→ Action item: Show every line of the data where the word "Stanwood" can be found.

[Available records Boundary: Start]

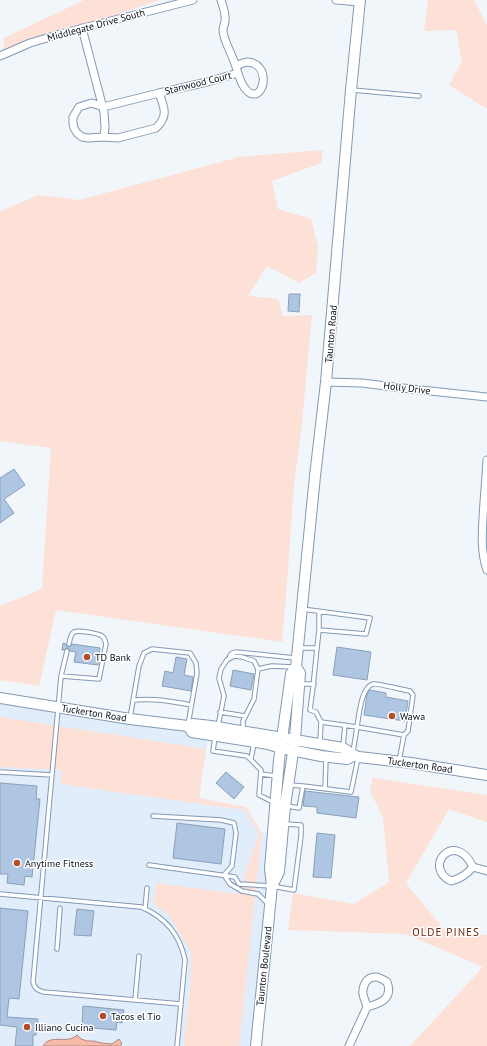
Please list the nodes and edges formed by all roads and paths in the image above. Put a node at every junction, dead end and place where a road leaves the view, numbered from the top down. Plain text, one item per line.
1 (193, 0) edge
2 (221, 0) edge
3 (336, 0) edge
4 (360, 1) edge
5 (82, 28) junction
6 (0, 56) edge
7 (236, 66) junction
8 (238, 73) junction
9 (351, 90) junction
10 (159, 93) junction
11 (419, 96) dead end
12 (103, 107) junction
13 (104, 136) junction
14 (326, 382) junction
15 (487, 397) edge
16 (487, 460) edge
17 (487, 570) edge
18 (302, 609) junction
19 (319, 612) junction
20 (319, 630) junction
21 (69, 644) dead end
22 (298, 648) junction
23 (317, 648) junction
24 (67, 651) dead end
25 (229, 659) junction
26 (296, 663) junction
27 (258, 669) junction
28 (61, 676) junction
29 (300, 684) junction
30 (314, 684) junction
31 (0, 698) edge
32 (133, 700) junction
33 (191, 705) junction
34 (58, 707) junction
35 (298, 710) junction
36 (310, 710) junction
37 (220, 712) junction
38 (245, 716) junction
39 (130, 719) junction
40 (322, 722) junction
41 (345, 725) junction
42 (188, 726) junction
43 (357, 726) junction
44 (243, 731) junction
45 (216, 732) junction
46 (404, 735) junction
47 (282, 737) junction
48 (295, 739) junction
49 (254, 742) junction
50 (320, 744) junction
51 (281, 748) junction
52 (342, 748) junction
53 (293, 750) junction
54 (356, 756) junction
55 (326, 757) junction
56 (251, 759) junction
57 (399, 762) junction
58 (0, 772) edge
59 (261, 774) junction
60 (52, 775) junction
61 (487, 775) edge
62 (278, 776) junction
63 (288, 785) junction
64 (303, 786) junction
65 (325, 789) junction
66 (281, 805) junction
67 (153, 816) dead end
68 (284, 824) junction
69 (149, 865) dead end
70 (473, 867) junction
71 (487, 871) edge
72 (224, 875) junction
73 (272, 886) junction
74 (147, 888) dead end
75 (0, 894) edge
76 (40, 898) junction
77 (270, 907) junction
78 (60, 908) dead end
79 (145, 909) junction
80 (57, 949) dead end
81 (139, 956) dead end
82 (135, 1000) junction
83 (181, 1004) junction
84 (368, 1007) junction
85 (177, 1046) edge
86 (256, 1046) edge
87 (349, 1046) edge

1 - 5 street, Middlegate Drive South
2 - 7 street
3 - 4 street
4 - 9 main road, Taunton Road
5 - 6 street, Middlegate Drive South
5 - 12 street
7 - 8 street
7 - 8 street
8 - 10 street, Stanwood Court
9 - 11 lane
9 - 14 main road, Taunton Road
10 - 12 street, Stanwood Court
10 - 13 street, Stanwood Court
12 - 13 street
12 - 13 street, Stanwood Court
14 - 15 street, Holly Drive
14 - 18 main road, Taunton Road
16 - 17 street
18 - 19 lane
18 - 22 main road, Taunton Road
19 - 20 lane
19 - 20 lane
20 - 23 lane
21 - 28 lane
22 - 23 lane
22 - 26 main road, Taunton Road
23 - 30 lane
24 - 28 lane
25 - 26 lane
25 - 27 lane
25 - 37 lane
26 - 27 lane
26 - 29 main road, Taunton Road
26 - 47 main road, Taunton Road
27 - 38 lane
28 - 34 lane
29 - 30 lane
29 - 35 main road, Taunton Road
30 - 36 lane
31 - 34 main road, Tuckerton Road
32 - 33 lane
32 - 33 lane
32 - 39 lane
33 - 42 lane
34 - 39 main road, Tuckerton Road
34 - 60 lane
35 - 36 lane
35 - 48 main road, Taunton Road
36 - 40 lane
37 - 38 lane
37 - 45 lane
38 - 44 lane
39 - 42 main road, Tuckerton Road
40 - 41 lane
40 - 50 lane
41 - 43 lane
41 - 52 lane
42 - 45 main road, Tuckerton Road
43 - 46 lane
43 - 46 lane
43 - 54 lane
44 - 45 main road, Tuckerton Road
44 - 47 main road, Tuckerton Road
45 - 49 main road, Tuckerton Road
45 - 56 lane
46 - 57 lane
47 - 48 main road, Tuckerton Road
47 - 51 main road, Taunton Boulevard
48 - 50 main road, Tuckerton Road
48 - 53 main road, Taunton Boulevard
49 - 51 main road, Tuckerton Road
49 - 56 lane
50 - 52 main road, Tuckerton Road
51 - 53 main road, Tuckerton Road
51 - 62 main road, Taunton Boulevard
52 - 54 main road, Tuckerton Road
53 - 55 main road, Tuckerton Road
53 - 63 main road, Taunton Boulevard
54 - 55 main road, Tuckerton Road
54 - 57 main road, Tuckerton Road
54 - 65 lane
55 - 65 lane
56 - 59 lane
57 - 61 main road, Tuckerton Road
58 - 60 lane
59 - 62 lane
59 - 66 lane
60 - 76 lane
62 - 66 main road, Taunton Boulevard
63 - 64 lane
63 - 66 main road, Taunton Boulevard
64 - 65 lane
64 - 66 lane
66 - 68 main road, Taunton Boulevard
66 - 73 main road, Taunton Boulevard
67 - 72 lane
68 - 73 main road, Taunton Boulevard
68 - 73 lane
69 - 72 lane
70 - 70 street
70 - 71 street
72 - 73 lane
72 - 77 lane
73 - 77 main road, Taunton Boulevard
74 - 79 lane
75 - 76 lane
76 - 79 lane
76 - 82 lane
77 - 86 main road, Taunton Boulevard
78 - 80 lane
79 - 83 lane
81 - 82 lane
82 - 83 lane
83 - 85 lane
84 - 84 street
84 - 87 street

[Available records Boundary: End]

→ Expected answer:
8 - 10 street, Stanwood Court
10 - 12 street, Stanwood Court
10 - 13 street, Stanwood Court
12 - 13 street, Stanwood Court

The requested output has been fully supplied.